YOUR GOAL: Please set down every entry again exactly as it stands, without the pictures.

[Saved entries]
BEGIN

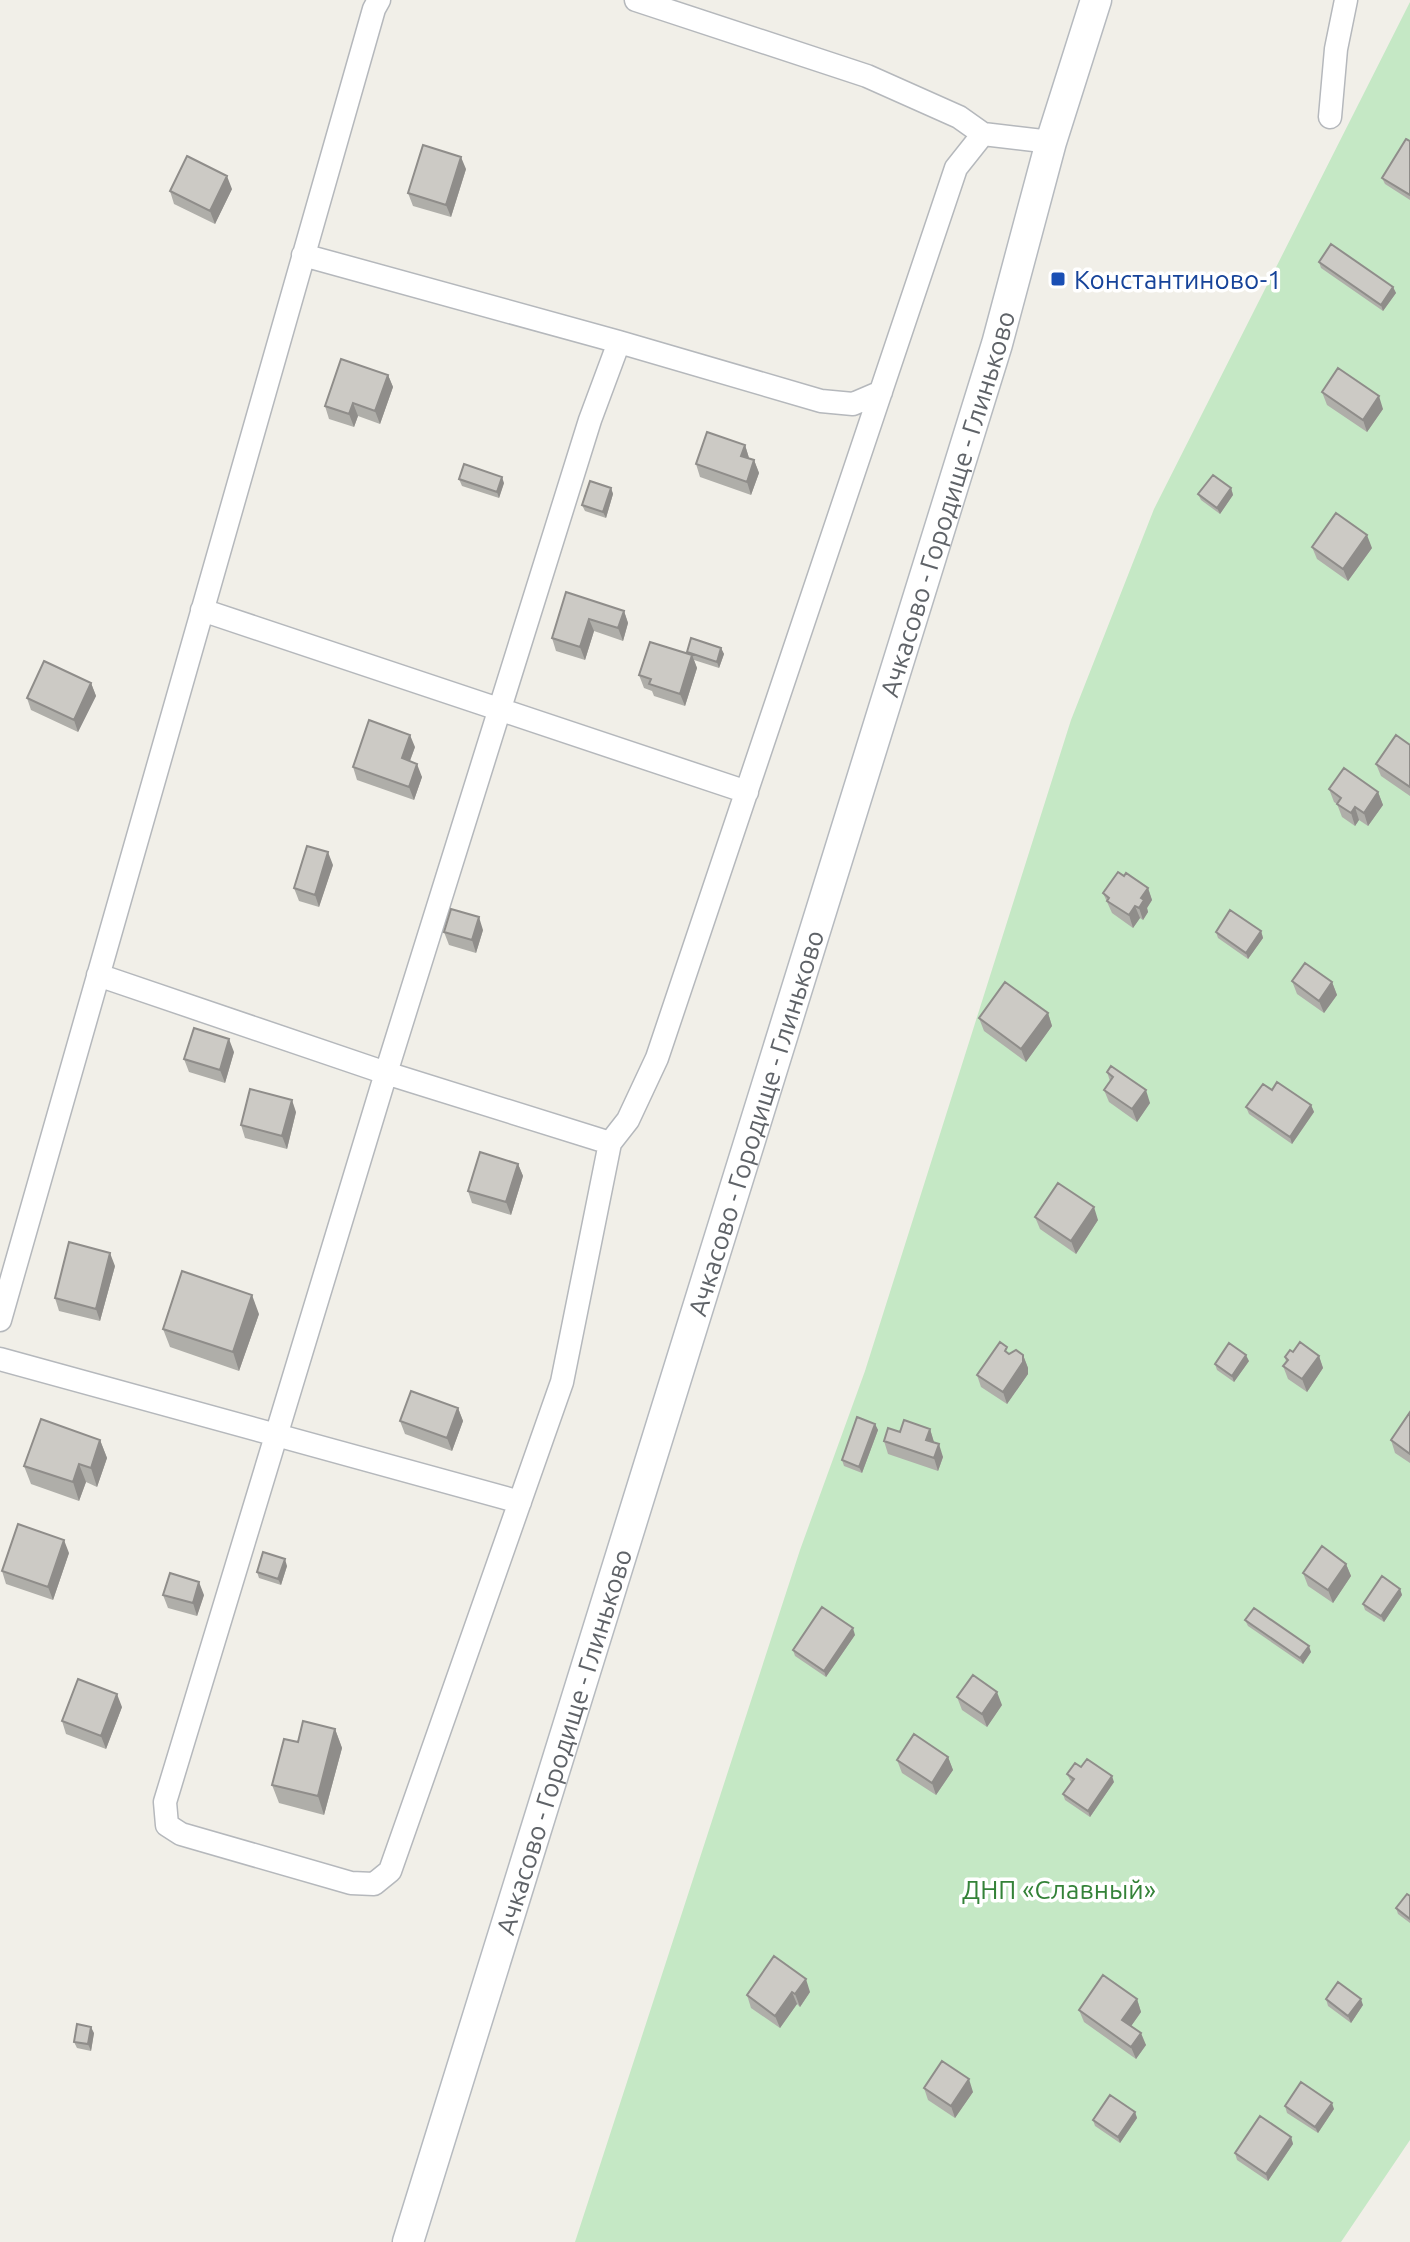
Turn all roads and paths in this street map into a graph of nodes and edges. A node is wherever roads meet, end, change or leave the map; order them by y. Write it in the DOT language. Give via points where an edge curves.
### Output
graph roads {
  1 [pos="379,0"];
  2 [pos="636,0"];
  3 [pos="1096,0"];
  4 [pos="1346,0"];
  5 [pos="1330,117"];
  6 [pos="983,134"];
  7 [pos="1051,142"];
  8 [pos="303,255"];
  9 [pos="619,342"];
  10 [pos="881,392"];
  11 [pos="202,610"];
  12 [pos="499,710"];
  13 [pos="747,792"];
  14 [pos="98,975"];
  15 [pos="386,1073"];
  16 [pos="610,1143"];
  17 [pos="0,1320"];
  18 [pos="0,1359"];
  19 [pos="277,1436"];
  20 [pos="520,1502"];
  21 [pos="408,2242"];
  1 -- 8 [label="street"];
  2 -- 6 [label="street" via="867,76 959,117"];
  3 -- 7 [label="street, Ачкасово - Городище - Глиньково"];
  4 -- 5 [label="street"];
  6 -- 7 [label="street"];
  6 -- 10 [label="street" via="956,168"];
  7 -- 21 [label="street, Ачкасово - Городище - Глиньково" via="992,359"];
  8 -- 9 [label="street"];
  8 -- 11 [label="street"];
  9 -- 10 [label="street" via="821,401 853,404"];
  9 -- 12 [label="street"];
  10 -- 13 [label="street"];
  11 -- 12 [label="street"];
  11 -- 14 [label="street"];
  12 -- 13 [label="street"];
  12 -- 15 [label="street"];
  13 -- 16 [label="street" via="657,1058 628,1120"];
  14 -- 15 [label="street"];
  14 -- 17 [label="street"];
  15 -- 16 [label="street"];
  15 -- 19 [label="street"];
  16 -- 20 [label="street" via="562,1382"];
  18 -- 19 [label="street"];
  19 -- 20 [label="street"];
  19 -- 20 [label="street" via="165,1802 167,1825 181,1834 351,1883 374,1884 390,1871"];
}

END

TASK OUTPUT:
Turn all roads and paths in this street map into a graph of nodes and edges. A node is wherever roads meet, end, change or leave the map; order them by y. Write it in the DOT language. Give via points where an edge curves.
### Output
graph roads {
  1 [pos="379,0"];
  2 [pos="636,0"];
  3 [pos="1096,0"];
  4 [pos="1346,0"];
  5 [pos="1330,117"];
  6 [pos="983,134"];
  7 [pos="1051,142"];
  8 [pos="303,255"];
  9 [pos="619,342"];
  10 [pos="881,392"];
  11 [pos="202,610"];
  12 [pos="499,710"];
  13 [pos="747,792"];
  14 [pos="98,975"];
  15 [pos="386,1073"];
  16 [pos="610,1143"];
  17 [pos="0,1320"];
  18 [pos="0,1359"];
  19 [pos="277,1436"];
  20 [pos="520,1502"];
  21 [pos="408,2242"];
  1 -- 8 [label="street"];
  2 -- 6 [label="street" via="867,76 959,117"];
  3 -- 7 [label="street, Ачкасово - Городище - Глиньково"];
  4 -- 5 [label="street"];
  6 -- 7 [label="street"];
  6 -- 10 [label="street" via="956,168"];
  7 -- 21 [label="street, Ачкасово - Городище - Глиньково" via="992,359"];
  8 -- 9 [label="street"];
  8 -- 11 [label="street"];
  9 -- 10 [label="street" via="821,401 853,404"];
  9 -- 12 [label="street"];
  10 -- 13 [label="street"];
  11 -- 12 [label="street"];
  11 -- 14 [label="street"];
  12 -- 13 [label="street"];
  12 -- 15 [label="street"];
  13 -- 16 [label="street" via="657,1058 628,1120"];
  14 -- 15 [label="street"];
  14 -- 17 [label="street"];
  15 -- 16 [label="street"];
  15 -- 19 [label="street"];
  16 -- 20 [label="street" via="562,1382"];
  18 -- 19 [label="street"];
  19 -- 20 [label="street"];
  19 -- 20 [label="street" via="165,1802 167,1825 181,1834 351,1883 374,1884 390,1871"];
}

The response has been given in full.